In this exercise, every entry below is to be reproduced word for word.

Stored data
==========

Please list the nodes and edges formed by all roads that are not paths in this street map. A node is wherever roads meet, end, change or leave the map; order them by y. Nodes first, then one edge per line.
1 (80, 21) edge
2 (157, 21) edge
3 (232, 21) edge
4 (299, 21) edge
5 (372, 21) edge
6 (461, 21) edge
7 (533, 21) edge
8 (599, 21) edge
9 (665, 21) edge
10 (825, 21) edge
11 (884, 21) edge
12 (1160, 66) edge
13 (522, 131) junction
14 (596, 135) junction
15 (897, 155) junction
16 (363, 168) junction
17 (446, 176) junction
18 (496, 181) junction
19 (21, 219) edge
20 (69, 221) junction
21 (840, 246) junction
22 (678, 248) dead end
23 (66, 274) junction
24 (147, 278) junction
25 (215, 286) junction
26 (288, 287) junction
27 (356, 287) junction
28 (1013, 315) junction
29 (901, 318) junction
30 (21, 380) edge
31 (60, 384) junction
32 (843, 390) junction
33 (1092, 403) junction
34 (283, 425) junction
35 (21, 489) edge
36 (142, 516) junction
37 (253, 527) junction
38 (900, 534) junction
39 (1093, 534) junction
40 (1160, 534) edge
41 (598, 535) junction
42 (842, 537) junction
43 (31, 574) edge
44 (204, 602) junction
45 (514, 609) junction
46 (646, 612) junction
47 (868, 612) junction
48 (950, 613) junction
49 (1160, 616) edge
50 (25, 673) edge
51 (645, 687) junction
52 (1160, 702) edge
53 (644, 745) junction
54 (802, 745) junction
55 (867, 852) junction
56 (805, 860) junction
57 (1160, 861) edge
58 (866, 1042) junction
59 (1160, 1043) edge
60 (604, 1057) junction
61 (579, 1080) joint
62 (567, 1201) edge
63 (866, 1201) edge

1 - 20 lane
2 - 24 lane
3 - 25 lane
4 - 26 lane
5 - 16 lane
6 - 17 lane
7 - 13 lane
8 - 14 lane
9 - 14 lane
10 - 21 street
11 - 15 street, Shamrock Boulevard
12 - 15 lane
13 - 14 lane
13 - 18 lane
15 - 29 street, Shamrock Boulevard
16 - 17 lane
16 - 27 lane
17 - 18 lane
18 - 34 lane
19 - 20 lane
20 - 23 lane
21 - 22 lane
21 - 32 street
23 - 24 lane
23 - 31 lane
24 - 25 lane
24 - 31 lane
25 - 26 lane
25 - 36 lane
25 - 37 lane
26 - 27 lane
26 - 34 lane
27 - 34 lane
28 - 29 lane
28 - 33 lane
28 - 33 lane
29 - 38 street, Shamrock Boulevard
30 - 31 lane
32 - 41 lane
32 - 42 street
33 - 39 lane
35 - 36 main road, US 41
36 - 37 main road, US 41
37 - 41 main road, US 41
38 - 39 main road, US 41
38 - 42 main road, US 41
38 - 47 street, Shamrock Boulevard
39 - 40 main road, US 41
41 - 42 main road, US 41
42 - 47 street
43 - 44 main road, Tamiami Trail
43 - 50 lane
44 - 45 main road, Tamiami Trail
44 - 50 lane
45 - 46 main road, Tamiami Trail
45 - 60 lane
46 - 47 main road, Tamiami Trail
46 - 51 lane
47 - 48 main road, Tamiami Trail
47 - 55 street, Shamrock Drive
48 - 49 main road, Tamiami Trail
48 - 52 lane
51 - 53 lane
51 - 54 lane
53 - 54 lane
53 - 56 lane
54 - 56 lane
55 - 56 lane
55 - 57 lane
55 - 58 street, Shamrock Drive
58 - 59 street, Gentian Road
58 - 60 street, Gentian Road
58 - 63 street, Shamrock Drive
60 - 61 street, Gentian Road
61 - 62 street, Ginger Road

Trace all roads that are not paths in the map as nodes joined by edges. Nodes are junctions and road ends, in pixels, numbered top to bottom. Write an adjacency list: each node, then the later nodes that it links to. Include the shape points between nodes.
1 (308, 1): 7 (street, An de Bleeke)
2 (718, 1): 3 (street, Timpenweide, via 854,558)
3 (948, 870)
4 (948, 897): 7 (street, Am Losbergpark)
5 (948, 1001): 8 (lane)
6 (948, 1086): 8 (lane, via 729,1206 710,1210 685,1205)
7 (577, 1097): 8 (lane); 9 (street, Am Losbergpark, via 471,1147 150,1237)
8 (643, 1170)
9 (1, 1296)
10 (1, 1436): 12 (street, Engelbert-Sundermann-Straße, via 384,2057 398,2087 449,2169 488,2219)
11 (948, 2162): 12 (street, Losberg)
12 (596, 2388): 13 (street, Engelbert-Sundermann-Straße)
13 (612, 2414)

==========

■ Answer for this exercise ■
Please list the nodes and edges formed by all roads that are not paths in this street map. A node is wherever roads meet, end, change or leave the map; order them by y. Nodes first, then one edge per line.
1 (80, 21) edge
2 (157, 21) edge
3 (232, 21) edge
4 (299, 21) edge
5 (372, 21) edge
6 (461, 21) edge
7 (533, 21) edge
8 (599, 21) edge
9 (665, 21) edge
10 (825, 21) edge
11 (884, 21) edge
12 (1160, 66) edge
13 (522, 131) junction
14 (596, 135) junction
15 (897, 155) junction
16 (363, 168) junction
17 (446, 176) junction
18 (496, 181) junction
19 (21, 219) edge
20 (69, 221) junction
21 (840, 246) junction
22 (678, 248) dead end
23 (66, 274) junction
24 (147, 278) junction
25 (215, 286) junction
26 (288, 287) junction
27 (356, 287) junction
28 (1013, 315) junction
29 (901, 318) junction
30 (21, 380) edge
31 (60, 384) junction
32 (843, 390) junction
33 (1092, 403) junction
34 (283, 425) junction
35 (21, 489) edge
36 (142, 516) junction
37 (253, 527) junction
38 (900, 534) junction
39 (1093, 534) junction
40 (1160, 534) edge
41 (598, 535) junction
42 (842, 537) junction
43 (31, 574) edge
44 (204, 602) junction
45 (514, 609) junction
46 (646, 612) junction
47 (868, 612) junction
48 (950, 613) junction
49 (1160, 616) edge
50 (25, 673) edge
51 (645, 687) junction
52 (1160, 702) edge
53 (644, 745) junction
54 (802, 745) junction
55 (867, 852) junction
56 (805, 860) junction
57 (1160, 861) edge
58 (866, 1042) junction
59 (1160, 1043) edge
60 (604, 1057) junction
61 (579, 1080) joint
62 (567, 1201) edge
63 (866, 1201) edge

1 - 20 lane
2 - 24 lane
3 - 25 lane
4 - 26 lane
5 - 16 lane
6 - 17 lane
7 - 13 lane
8 - 14 lane
9 - 14 lane
10 - 21 street
11 - 15 street, Shamrock Boulevard
12 - 15 lane
13 - 14 lane
13 - 18 lane
15 - 29 street, Shamrock Boulevard
16 - 17 lane
16 - 27 lane
17 - 18 lane
18 - 34 lane
19 - 20 lane
20 - 23 lane
21 - 22 lane
21 - 32 street
23 - 24 lane
23 - 31 lane
24 - 25 lane
24 - 31 lane
25 - 26 lane
25 - 36 lane
25 - 37 lane
26 - 27 lane
26 - 34 lane
27 - 34 lane
28 - 29 lane
28 - 33 lane
28 - 33 lane
29 - 38 street, Shamrock Boulevard
30 - 31 lane
32 - 41 lane
32 - 42 street
33 - 39 lane
35 - 36 main road, US 41
36 - 37 main road, US 41
37 - 41 main road, US 41
38 - 39 main road, US 41
38 - 42 main road, US 41
38 - 47 street, Shamrock Boulevard
39 - 40 main road, US 41
41 - 42 main road, US 41
42 - 47 street
43 - 44 main road, Tamiami Trail
43 - 50 lane
44 - 45 main road, Tamiami Trail
44 - 50 lane
45 - 46 main road, Tamiami Trail
45 - 60 lane
46 - 47 main road, Tamiami Trail
46 - 51 lane
47 - 48 main road, Tamiami Trail
47 - 55 street, Shamrock Drive
48 - 49 main road, Tamiami Trail
48 - 52 lane
51 - 53 lane
51 - 54 lane
53 - 54 lane
53 - 56 lane
54 - 56 lane
55 - 56 lane
55 - 57 lane
55 - 58 street, Shamrock Drive
58 - 59 street, Gentian Road
58 - 60 street, Gentian Road
58 - 63 street, Shamrock Drive
60 - 61 street, Gentian Road
61 - 62 street, Ginger Road

Trace all roads that are not paths in the map as nodes joined by edges. Nodes are junctions and road ends, in pixels, numbered top to bottom. Write an adjacency list: each node, then the later nodes that it links to. Include the shape points between nodes.
1 (308, 1): 7 (street, An de Bleeke)
2 (718, 1): 3 (street, Timpenweide, via 854,558)
3 (948, 870)
4 (948, 897): 7 (street, Am Losbergpark)
5 (948, 1001): 8 (lane)
6 (948, 1086): 8 (lane, via 729,1206 710,1210 685,1205)
7 (577, 1097): 8 (lane); 9 (street, Am Losbergpark, via 471,1147 150,1237)
8 (643, 1170)
9 (1, 1296)
10 (1, 1436): 12 (street, Engelbert-Sundermann-Straße, via 384,2057 398,2087 449,2169 488,2219)
11 (948, 2162): 12 (street, Losberg)
12 (596, 2388): 13 (street, Engelbert-Sundermann-Straße)
13 (612, 2414)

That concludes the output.